In other Yankees news, happy birthday to Bernie Williams!
   7. Crispix reaches boiling point with lackluster play Posted: September 13, 2012 at 10:21 AM (#4234610)
Granderson has 89 RBIs with 20 games left. Does he really need a "hot streak" to reach 100?

In related news, Jimmy Rollins and Carlos Ruiz lead the Phillies with 60 RBIs. Of course Hunter Pence was the team RBI and HR leader until a couple days ago.

Obviously the Astros are the Astros, but they only have one person with more than 43 RBIs.
   8. SG Posted: September 13, 2012 at 10:57 AM (#4234669)
Granderson has 89 RBIs with 20 games left. Does he really need a "hot streak" to reach 100?


He's been awful for a large part of the season (.222/.308/.459 since May 9) so it feels like he needs a hot streak relative to that. He's looked a lot better over the past week though.
   9. TVerik, the gum-snappin' hairdresser Posted: September 13, 2012 at 11:12 AM (#4234700)
Not that RBI really matter in terms of assessing how good a player is.


Disagree. RBI is regarded as an individual stat, which is relative garbage.

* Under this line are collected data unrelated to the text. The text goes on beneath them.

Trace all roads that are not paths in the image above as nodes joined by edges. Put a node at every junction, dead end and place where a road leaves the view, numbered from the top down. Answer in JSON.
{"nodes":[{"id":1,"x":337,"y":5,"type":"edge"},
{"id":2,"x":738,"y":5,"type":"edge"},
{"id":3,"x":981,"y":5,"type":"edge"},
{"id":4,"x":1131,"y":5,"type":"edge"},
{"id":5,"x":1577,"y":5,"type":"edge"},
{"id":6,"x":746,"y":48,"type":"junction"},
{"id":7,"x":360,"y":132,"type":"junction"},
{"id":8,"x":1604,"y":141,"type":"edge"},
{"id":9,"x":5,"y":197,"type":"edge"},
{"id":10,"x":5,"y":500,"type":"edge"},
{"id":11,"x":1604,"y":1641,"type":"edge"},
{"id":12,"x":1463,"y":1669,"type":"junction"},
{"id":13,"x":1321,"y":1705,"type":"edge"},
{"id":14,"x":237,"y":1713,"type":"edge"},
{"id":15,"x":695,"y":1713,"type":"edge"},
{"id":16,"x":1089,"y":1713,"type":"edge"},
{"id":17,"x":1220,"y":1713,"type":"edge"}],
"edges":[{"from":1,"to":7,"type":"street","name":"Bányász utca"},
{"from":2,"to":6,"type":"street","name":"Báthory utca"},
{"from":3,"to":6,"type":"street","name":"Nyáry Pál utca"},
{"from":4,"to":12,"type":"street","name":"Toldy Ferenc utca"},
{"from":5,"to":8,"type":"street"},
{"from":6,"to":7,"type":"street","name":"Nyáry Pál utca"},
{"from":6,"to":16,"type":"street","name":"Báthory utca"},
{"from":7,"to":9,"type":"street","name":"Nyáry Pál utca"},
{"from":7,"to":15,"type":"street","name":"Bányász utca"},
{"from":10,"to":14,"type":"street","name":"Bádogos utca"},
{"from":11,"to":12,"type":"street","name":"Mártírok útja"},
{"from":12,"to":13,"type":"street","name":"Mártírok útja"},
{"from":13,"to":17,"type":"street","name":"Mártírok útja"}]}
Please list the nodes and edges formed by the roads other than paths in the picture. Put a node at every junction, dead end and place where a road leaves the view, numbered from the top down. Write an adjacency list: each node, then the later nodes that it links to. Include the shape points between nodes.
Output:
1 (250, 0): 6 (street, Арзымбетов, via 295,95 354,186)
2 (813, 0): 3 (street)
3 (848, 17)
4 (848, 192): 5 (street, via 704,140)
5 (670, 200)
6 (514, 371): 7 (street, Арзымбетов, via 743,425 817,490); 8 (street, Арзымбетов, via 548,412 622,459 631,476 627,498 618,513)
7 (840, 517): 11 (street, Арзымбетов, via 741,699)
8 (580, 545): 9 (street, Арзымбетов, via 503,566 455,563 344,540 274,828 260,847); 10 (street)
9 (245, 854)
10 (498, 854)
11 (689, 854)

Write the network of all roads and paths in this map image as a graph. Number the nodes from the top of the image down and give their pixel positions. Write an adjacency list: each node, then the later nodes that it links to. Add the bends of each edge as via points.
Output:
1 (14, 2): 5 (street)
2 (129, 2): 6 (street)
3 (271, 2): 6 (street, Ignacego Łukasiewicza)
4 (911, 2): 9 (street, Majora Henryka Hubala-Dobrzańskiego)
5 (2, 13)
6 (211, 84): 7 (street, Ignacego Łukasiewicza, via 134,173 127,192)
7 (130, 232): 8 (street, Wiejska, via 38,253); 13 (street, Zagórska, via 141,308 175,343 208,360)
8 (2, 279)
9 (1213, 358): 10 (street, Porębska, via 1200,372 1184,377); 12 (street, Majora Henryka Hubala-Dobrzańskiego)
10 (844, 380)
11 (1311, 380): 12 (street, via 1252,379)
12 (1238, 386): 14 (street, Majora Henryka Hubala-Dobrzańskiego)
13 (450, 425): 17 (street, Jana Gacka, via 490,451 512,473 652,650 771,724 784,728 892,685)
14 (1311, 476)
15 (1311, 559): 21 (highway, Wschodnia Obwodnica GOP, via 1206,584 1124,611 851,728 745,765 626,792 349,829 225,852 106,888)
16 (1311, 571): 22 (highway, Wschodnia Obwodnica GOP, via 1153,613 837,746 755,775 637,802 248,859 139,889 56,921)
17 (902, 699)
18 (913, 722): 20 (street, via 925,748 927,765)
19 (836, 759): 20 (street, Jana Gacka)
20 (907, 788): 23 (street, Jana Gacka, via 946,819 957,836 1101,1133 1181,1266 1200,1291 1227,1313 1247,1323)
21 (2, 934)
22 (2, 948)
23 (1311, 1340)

But it gives useful, secondary ideas as to the type of player.

High RBI total in a single season indicate:

a) player health
b) "reputation", "dangerousness", "fame", and those other words that imply the perception of the player by his manager
c) the offensive environment of his team and his league

Future archaeologists with access to bb-ref will be able to tell a good deal from RBI totals.
   10. Srul Itza Posted: September 13, 2012 at 01:58 PM (#4234927)
He's looked a lot better over the past week though.


5 RBI in 3 PA in one game he entered late, helps a lot.
   11. SoSH U at work Posted: September 13, 2012 at 02:47 PM (#4234986)
Granderson has 89 RBIs with 20 games left. Does he really need a "hot streak" to reach 100?


This was written before his 3-RBI day yesterday.

   12. Walt Davis Posted: September 13, 2012 at 07:22 PM (#4235316)
(I hope it's a given on this site that RBIs do not measure player value).

Well, kinda. Obviously it's not a very useful measure and obviously not the only measure. But as #5 points out, regardless of the reason (and we generally assume it's just bad luck), Cano has stunk with men in scoring position this year. That hurts his _value_ (i.e. how his actual performance translates into wins) even if it says nothing about his _talent_. This is in contrast to a hypothetical where a good hitter doesn't have many RBI because either they aren't coming up with many men on base or because they're getting pitched around when there are (Bonds only led the league in RBI once).

From a value standpoint the question would be whether Cano's "overperformance" in other situations is creating as many/more runs than his underperformance with RISP is costing them. He's scoring a good number of runs and is tied for the team lead in OBP so he might be.
   13. Willie Mayspedester Posted: September 13, 2012 at 08:06 PM (#4235344)
Alex Rodriguez (pictured)


As a non RBI centurion centaur?
   14. SG Posted: September 13, 2012 at 08:22 PM (#4235350)
From a value standpoint the question would be whether Cano's "overperformance" in other situations is creating as many/more runs than his underperformance with RISP is costing them. He's scoring a good number of runs and is tied for the team lead in OBP so he might be.


If Fangraphs RE24 is to be believed, he's not even close. It accounts for changes in run expectancy after a player's performance in each of the 24 base/out states and there's a gap of about 18 runs between that and his raw batting line. He's still probably the Yankees' most valuable player, but he hasn't been as valuable as his raw line would indicate.